Opinión
Alejandro Díaz
Piratas

El Sol de México
8 de octubre de 2008

Las novelas de aventuras escritas por el italiano Emilio Salgari (1862-1911) llamaron la atención de la juventud de la primera mitad del siglo XX por su narración sencilla de relatos de aventuras. En ellas plasmó la vida en el mar en el siglo XIX, mezclando historias reales de naufragios con la trama propia de una novela y añadiendo relatos de los pueblos limítrofes de los distintos litorales del mundo, del sudeste asiático a los polos. En varias de sus novelas resalta el fenómeno de la piratería que existía entonces, en especial en los mares de los países que ahora son Malasia, Indonesia y Filipinas. Llegó a hacer una apología de esa actividad reprimida por las potencias de su tiempo. En la serie Los piratas de la Malasia (11 diferentes novelas), Salgari describe a Sandokan, capitán de los piratas, como un héroe que lucha por reivindicar a su pueblo frente a la explotación extranjera.

Pero los piratas nunca fueron héroes románticos ni con tan buenas intenciones como los mostraba Salgari. Desde que el hombre aprendió a navegar ha habido quien se dedique a abordar o detener barcos demandando dinero a cambio de liberar mercancías valiosas, de pedir rescate por los pasajeros y por el mismo barco. Hay ataques piratas documentados desde el siglo V antes de Cristo, pero por indicios arqueológicos se sabe de pueblos ribereños del Mediterráneo que sufrieron rapiña y despojo por piratas durante varios siglos antes de esa fecha.

Por desgracia la piratería no es cosa del pasado, sigue viva en el mundo por más que no nos enteremos. Actividad cruel y despiadada que va mucho más allá del término usado para describir a quien copia películas o utiliza vehículos para prestar un servicio para el que no está autorizado, la piratería es el abordaje de un navío realizado por hombres arrojados de muy poca ética que se dedican a saquear a los incautos a su alcance. En el siglo XXI la piratería sigue existiendo en varias partes del mundo, en especial en aguas costeras de Somalia, por lo que la Organización Marítima Internacional con sede en Londres solicitó al Consejo de Seguridad (CS) de la ONU acciones para inhibir la piratería en esas costas en donde en el primer semestre de 2008 se han detenido más de 35 barcos y pagado más de 30 millones de dólares como rescate.
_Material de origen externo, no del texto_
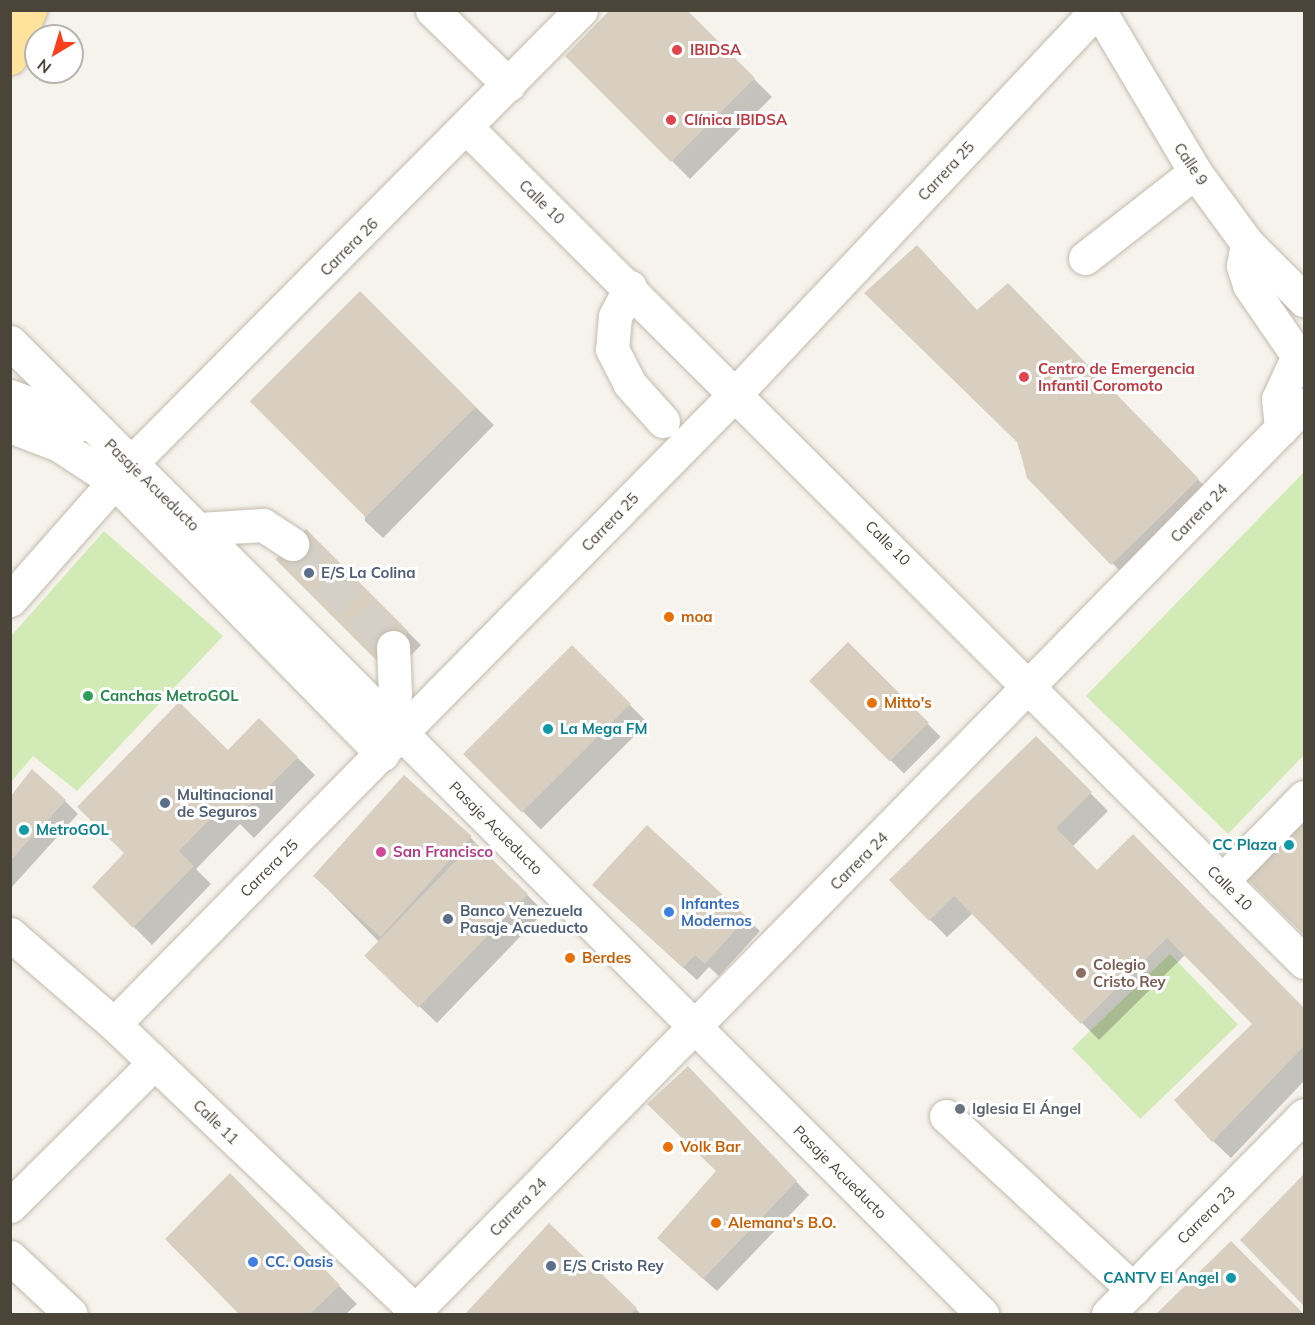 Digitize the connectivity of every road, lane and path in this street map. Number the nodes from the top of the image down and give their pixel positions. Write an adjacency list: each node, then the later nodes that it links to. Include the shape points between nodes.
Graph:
1 (30, 10): 5 (main road)
2 (432, 10): 6 (street)
3 (1098, 10): 8 (street, Calle 9); 14 (street, Carrera 25)
4 (565, 16): 6 (street, Carrera 26)
5 (10, 58)
6 (509, 85): 7 (street, Carrera 26)
7 (468, 129): 11 (street, Calle 10); 21 (street, Carrera 26)
8 (1195, 172): 9 (street, Calle 9); 10 (street)
9 (1247, 243): 12 (street, Calle 9); 20 (street, via 1243,266 1249,285 1298,356 1278,399)
10 (1085, 258)
11 (630, 287): 14 (street, Calle 10); 17 (street, via 615,316 612,349 629,383)
12 (1305, 300)
13 (10, 342): 19 (street, Pasaje Acueducto)
14 (737, 392): 26 (street, Calle 10); 27 (street, Carrera 25)
15 (10, 396): 19 (street)
16 (1305, 405): 20 (street, Carrera 24)
17 (663, 421)
18 (10, 426): 21 (street)
19 (93, 428): 21 (street, Pasaje Acueducto)
20 (1281, 429): 26 (street, Carrera 24)
21 (122, 473): 22 (street, Pasaje Acueducto); 24 (street, Carrera 26); 27 (street)
22 (199, 529): 23 (street, via 263,525); 27 (street, Pasaje Acueducto)
23 (292, 544)
24 (10, 600)
25 (393, 647): 27 (street, via 395,694)
26 (1032, 686): 29 (street, Calle 10); 33 (street, Carrera 24)
27 (389, 734): 32 (street, Carrera 25); 33 (street, Pasaje Acueducto)
28 (1305, 797): 29 (street)
29 (1222, 881): 31 (street, Calle 10)
30 (10, 934): 32 (street, Calle 11)
31 (1305, 962)
32 (114, 1024): 34 (street, Calle 11)
33 (695, 1027): 41 (street, Carrera 24); 42 (street, Pasaje Acueducto)
34 (154, 1063): 37 (street); 41 (street, Calle 11)
35 (1305, 1115): 39 (street, Carrera 23)
36 (946, 1116): 39 (street)
37 (10, 1206)
38 (10, 1257): 40 (street)
39 (1133, 1289): 43 (street, Carrera 23)
40 (71, 1314)
41 (415, 1314)
42 (982, 1314)
43 (1108, 1314)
Desde junio el CS pasó por unanimidad, y con el consentimiento del Gobierno transitorio de Somalia, una resolución que autoriza medidas para combatir la piratería, incluyendo el patrullaje de aguas internacionales y el permiso temporal (hasta fin de año) para entrar a aguas nacionales de ese país si se está en persecución de piratas. Pero esta resolución sólo ha dado visibilidad a los actos delictivos sin lograr disminuir los actos de piratería. No pasa semana sin que el mundo se entere del secuestro de lujosos yates, de cargueros que se dirigían a la propia Somalia con ayuda humanitaria y de barcos que navegan por el estrecho de Adén o las costas somalíes. El caso más reciente es paradigmático y preocupante: un barco ucraniano con equipo militar para Kenia, conteniendo tanques de guerra y lanzagranadas, fue abordado por piratas y secuestrado para pedir rescate.

El problema nace porque Somalia es un Estado fallido sin una autoridad que domine todo el territorio. Bandas armadas pelean entre sí por el control de pueblos, territorios y zonas costeras, y por supuesto de la piratería. Los Estados desarrollados, en especial los europeos, que son quienes están preocupados pues por esa vía circula el 30% del petróleo que va a Europa y buena parte del comercio marítimo con Asia.
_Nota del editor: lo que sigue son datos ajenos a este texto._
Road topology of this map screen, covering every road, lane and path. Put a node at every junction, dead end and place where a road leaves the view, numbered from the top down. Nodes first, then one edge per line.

Ni 100 navíos de guerra serán suficientes para poder patrullar la zona para terminar con la piratería mientras no exista Estado de Derecho en Somalia. Su carencia hace imposible someter a los miles de hombres que actualmente se dedican a esa actividad a lo largo de las costas de este Estado fallido (3 mil kilómetros), pero la situación exige que la comunidad internacional busque soluciones que no sean sólo mediante el uso de la fuerza. La invasión de Somalia por Etiopía con el apoyo de la ONU y de la Unión Africana sólo repitió los casos de Afganistán e Irak, pero en versión subdesarrollada. Aunque parezca mentira no estaría de más que las autoridades internacionales leyeran las novelas de Salgari para reconocer que la solución a la piratería en Somalia tiene que ser negociada y no por la fuerza.

La verdadera Ley de Herodes es muy sabia; nos enseña que hay que atender los problemas antes de que crezcan y puedan llegar a destronar a la autoridad. Somalia dejó crecer sus problemas porque una de las partes en conflicto mandó al diablo a las instituciones y ahora no queda ni una.